这时圆宝已经下山来,正好作坊外头有块空地,就让剑兰搬了椅子到那边去,村里人也帮着把药材都从山上搬了下来。
方家村的村民不是第一次看诊了,顺序都自个儿给定好了,用不着排队,一家看完再另一家去,还没到的就先干活。
最先的自然是村长一家。
村长的儿子狗剩今年七岁了,是正宝和圆宝抽空给开蒙的,正宝给他起名思齐,取自《诗经》,寓意孩子能以贤德之人为榜样,日后也能具备高尚的品德。
思齐学习很好,小小孩童行起学生礼时像模像样的,“先生,劳烦您了。”
圆宝瞧他这般乖巧的模样,顺便考核了他几句。
思齐对答清晰无误,得到圆宝的赞赏后立马就跟爹娘炫耀起自己来。
方村长和小花也很高兴,跟圆宝询问了儿子读书的情况,这才开始看诊。
村里人如今有圆宝定期发药调理,家中银钱也宽裕,吃穿不缺身体就大都没什么问题。
圆宝写了医案,递给守在一旁的方二郎,方二郎拿着看了一会儿,拿着小秤子就到一旁捡药。
“二郎来捡药?”方村长声音都高了几分,往常可是圆宝亲自做的,怎么换了牛叔家的二郎了?
这药,可是要进他儿子肚子里的。
“村长伯伯放心吧,二郎叔没问题的,他现在不仅制药手艺纯熟,分辨药材的能力也不错,再过些时日,可以到药坊里当个师傅了。”
方村长倒抽一口气,“这么厉害?二郎你是什么时候给圆宝当学徒了的?”
二郎摸了摸脑袋,笑说,:“也就这两年吧,之前村里的老人们不是给师傅制作一些简单的药材么,我瞧着挺有意思的便闲时也接了一些来做,后来师傅瞧我手艺不错,又另外教我制作别的药材。我还学着呢,哪能到药坊当师傅。”
方村长砸了咂嘴,这事儿他还真没想到。
要说正宝考了个童生,他立马就想到让正宝帮着给村里的孩子开蒙了,可圆宝这个小神医,尽管圆宝一直给人瞧病,又考了行医证,可他心底里觉得圆宝就还是个学医的,于是从没想过要让圆宝带两个徒弟。

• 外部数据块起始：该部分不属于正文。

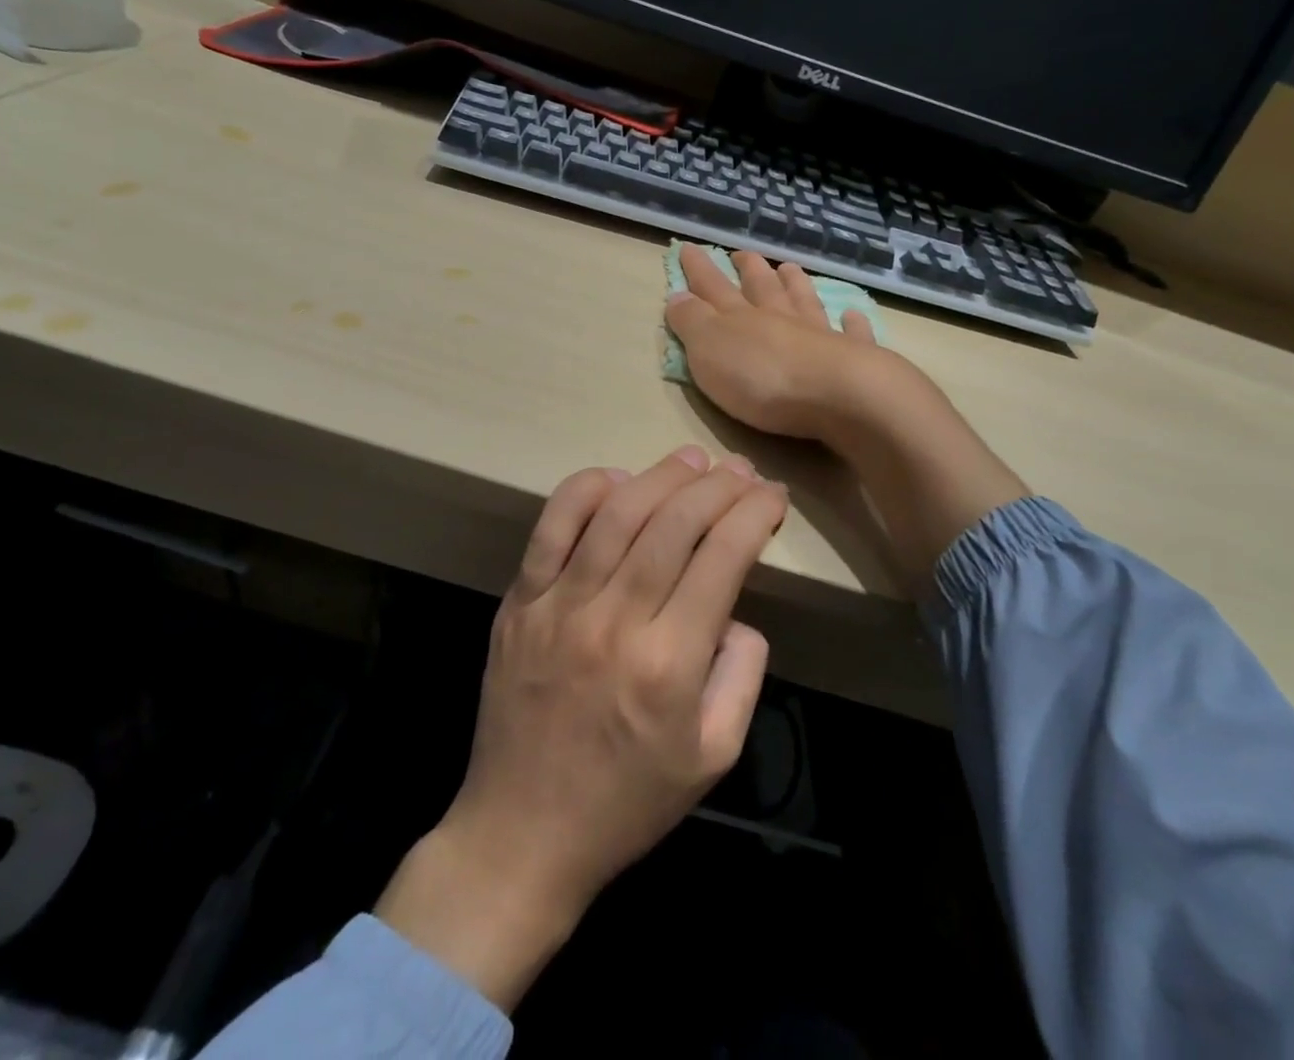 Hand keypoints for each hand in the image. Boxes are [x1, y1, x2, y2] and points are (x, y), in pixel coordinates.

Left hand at [375, 446, 784, 1008]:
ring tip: (691, 461)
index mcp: (670, 663)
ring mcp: (560, 606)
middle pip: (675, 522)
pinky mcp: (520, 602)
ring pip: (618, 513)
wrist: (522, 833)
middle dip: (719, 485)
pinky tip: (615, 479)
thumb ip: (742, 675)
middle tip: (741, 472)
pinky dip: (585, 490)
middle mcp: (615, 621)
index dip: (755, 513)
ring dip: (661, 476)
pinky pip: (551, 527)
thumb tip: (736, 609)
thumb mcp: (714, 755)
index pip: (723, 556)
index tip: (773, 496)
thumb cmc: (628, 801)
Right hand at [664, 244, 888, 439]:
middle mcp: (780, 318)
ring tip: (790, 268)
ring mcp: (819, 335)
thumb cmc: (762, 377)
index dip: (699, 269)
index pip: (713, 287)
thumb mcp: (709, 349)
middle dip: (750, 269)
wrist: (837, 394)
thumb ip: (692, 321)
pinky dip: (851, 323)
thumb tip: (677, 295)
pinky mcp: (852, 357)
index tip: (689, 248)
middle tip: (743, 254)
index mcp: (740, 318)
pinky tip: (853, 314)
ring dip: (795, 284)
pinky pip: (852, 333)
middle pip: (763, 287)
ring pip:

没想到这转眼的功夫,村里就已经出了个可以到外头药坊当师傅的人了。
他这牛老哥可真是大造化啊,当初大富被赶出家门,就他们家对大富一家照顾最多,这不,好报这就来了。
牛叔现在家里好八亩地都租出去了,光是租子一家老小吃喝就不愁了。
大郎跟着方大富捣鼓什么试验田,弄出新作物就能先赚上一笔,三郎分出去从商了,铺子开在城里头,豆腐瓜菜什么的就赚了不少,不说接下来还有独一份的香皂。
如今,连着二郎也成了圆宝的徒弟。
方村长喘了口大气。
他这心里头怎么有点酸呢。
“你们都没什么大问题,平日多注意点别劳累就成,不用吃药了,这药是给思齐的,孩子正是长身体的时候,这个药隔三天服用一回,可以强身健体。”圆宝说。
方村长回过神,才发现圆宝给自己和小花都把完脉了。
起来看着村子里头一片片农田,一座座房子,不由得感慨这短短几年间,方家村的变化是真的很大。
“还有这个消暑汤,每年都给派发的,怎么煮就不用我多说了吧。”二郎把配备好的药材包递了过去。
“晓得的。”村长接过药材,道了谢,领着家人离开了,一旁吃着圆宝给的饴糖的孩子们,立马跑动了起来,嚷嚷道:“牛伯伯,到你们家啦,快点过来。”
作坊大门是敞开的,作坊的工人们瞧着方家村的人一户一户的,老老少少热热闹闹地过来看诊,个个都心生羡慕。
当日下工后,作坊的工人们都高高兴兴的回家去,把这个消息告知家里人。
家眷多是指妻儿,也没谁把亲戚亲家都带来这般不要脸的。
虽然工人们没有大事宣扬自己得了这样的好事,但又是借牛车,又是全家出动的,少不免要被问上两句。
村里人这不问就罢了,问就是后悔,问就是羡慕。
“老天爷啊,作坊招人的时候,我怎么就嫌弃工钱少不让我儿子报名呢,可悔死我了。”
“你们作坊还招人不,帮忙打听打听啊,都是同一个村子的,若是我能进去,保准大礼儿往你家送去。”
“你看七婆以往也没少照顾你们家是吧,求求你问问你东家,能不能把我媳妇给招进去……”
作坊的工人们都知晓作坊是要招人的,这同一个村子里头的,基本都是同族的人,又沾亲带故,里里外外都是人情。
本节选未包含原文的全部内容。